◆ **Problem statement**
Give back all of the data exactly. Leave nothing out.

◆ **Given material**
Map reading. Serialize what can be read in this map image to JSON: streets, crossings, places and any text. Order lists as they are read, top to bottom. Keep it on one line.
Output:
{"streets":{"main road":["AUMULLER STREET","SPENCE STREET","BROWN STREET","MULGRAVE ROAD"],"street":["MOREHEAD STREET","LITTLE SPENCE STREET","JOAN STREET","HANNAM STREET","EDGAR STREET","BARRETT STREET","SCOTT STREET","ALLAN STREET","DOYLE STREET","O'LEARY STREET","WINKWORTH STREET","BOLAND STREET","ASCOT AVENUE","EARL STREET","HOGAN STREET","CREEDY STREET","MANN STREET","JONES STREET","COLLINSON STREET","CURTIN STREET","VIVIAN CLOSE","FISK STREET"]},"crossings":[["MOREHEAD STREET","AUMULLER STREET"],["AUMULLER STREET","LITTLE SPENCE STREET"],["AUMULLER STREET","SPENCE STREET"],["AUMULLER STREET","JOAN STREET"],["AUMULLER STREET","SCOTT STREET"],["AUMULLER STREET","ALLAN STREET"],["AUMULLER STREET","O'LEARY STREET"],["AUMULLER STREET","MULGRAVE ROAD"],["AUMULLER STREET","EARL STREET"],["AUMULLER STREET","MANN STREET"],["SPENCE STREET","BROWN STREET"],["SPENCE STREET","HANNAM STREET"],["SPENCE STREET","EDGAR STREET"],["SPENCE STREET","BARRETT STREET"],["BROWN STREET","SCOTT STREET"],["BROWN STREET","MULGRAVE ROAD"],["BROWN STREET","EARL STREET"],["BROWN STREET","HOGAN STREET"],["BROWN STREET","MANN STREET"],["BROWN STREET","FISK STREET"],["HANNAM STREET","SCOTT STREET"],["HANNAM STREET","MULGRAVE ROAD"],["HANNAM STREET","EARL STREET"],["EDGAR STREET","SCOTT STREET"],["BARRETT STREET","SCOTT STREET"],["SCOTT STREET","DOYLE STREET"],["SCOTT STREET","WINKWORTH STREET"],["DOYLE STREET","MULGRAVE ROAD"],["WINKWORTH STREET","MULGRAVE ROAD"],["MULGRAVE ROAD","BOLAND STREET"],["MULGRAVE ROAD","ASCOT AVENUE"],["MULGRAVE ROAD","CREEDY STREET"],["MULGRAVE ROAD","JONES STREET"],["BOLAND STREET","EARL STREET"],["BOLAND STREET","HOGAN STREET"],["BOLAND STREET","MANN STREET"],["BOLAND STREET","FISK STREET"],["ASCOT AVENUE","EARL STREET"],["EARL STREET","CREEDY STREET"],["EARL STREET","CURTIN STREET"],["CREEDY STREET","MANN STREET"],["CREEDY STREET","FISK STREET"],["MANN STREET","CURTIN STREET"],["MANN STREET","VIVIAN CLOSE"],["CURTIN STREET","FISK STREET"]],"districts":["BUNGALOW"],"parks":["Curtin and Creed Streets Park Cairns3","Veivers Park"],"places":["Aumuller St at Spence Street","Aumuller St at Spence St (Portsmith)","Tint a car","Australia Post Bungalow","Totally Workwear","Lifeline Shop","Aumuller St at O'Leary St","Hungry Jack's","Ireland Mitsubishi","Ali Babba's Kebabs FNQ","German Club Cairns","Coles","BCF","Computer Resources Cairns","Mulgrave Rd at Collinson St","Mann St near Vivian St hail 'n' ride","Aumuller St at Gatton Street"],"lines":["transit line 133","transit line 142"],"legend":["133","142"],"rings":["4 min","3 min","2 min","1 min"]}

◆ **Exercise response**
Map reading. Serialize what can be read in this map image to JSON: streets, crossings, places and any text. Order lists as they are read, top to bottom. Keep it on one line.
Output:
{"streets":{"main road":["AUMULLER STREET","SPENCE STREET","BROWN STREET","MULGRAVE ROAD"],"street":["MOREHEAD STREET","LITTLE SPENCE STREET","JOAN STREET","HANNAM STREET","EDGAR STREET","BARRETT STREET","SCOTT STREET","ALLAN STREET","DOYLE STREET","O'LEARY STREET","WINKWORTH STREET","BOLAND STREET","ASCOT AVENUE","EARL STREET","HOGAN STREET","CREEDY STREET","MANN STREET","JONES STREET","COLLINSON STREET","CURTIN STREET","VIVIAN CLOSE","FISK STREET"]},"crossings":[["MOREHEAD STREET","AUMULLER STREET"],["AUMULLER STREET","LITTLE SPENCE STREET"],["AUMULLER STREET","SPENCE STREET"],["AUMULLER STREET","JOAN STREET"],["AUMULLER STREET","SCOTT STREET"],["AUMULLER STREET","ALLAN STREET"],["AUMULLER STREET","O'LEARY STREET"],["AUMULLER STREET","MULGRAVE ROAD"],["AUMULLER STREET","EARL STREET"],["AUMULLER STREET","MANN STREET"],["SPENCE STREET","BROWN STREET"],["SPENCE STREET","HANNAM STREET"],["SPENCE STREET","EDGAR STREET"],["SPENCE STREET","BARRETT STREET"],["BROWN STREET","SCOTT STREET"],["BROWN STREET","MULGRAVE ROAD"],["BROWN STREET","EARL STREET"],["BROWN STREET","HOGAN STREET"],["BROWN STREET","MANN STREET"],["BROWN STREET","FISK STREET"],["HANNAM STREET","SCOTT STREET"],["HANNAM STREET","MULGRAVE ROAD"],["HANNAM STREET","EARL STREET"],["EDGAR STREET","SCOTT STREET"],["BARRETT STREET","SCOTT STREET"],["SCOTT STREET","DOYLE STREET"],["SCOTT STREET","WINKWORTH STREET"],["DOYLE STREET","MULGRAVE ROAD"],["WINKWORTH STREET","MULGRAVE ROAD"],["MULGRAVE ROAD","BOLAND STREET"],["MULGRAVE ROAD","ASCOT AVENUE"],["MULGRAVE ROAD","CREEDY STREET"],["MULGRAVE ROAD","JONES STREET"],["BOLAND STREET","EARL STREET"],["BOLAND STREET","HOGAN STREET"],["BOLAND STREET","MANN STREET"],["BOLAND STREET","FISK STREET"],["ASCOT AVENUE","EARL STREET"],["EARL STREET","CREEDY STREET"],["EARL STREET","CURTIN STREET"],["CREEDY STREET","MANN STREET"],["CREEDY STREET","FISK STREET"],["MANN STREET","CURTIN STREET"],["MANN STREET","VIVIAN CLOSE"],["CURTIN STREET","FISK STREET"]],"districts":["BUNGALOW"],"parks":["Curtin and Creed Streets Park Cairns3","Veivers Park"],"places":["Aumuller St at Spence Street","Aumuller St at Spence St (Portsmith)","Tint a car","Australia Post Bungalow","Totally Workwear","Lifeline Shop","Aumuller St at O'Leary St","Hungry Jack's","Ireland Mitsubishi","Ali Babba's Kebabs FNQ","German Club Cairns","Coles","BCF","Computer Resources Cairns","Mulgrave Rd at Collinson St","Mann St near Vivian St hail 'n' ride","Aumuller St at Gatton Street"],"lines":["transit line 133","transit line 142"],"legend":["133","142"],"rings":["4 min","3 min","2 min","1 min"]}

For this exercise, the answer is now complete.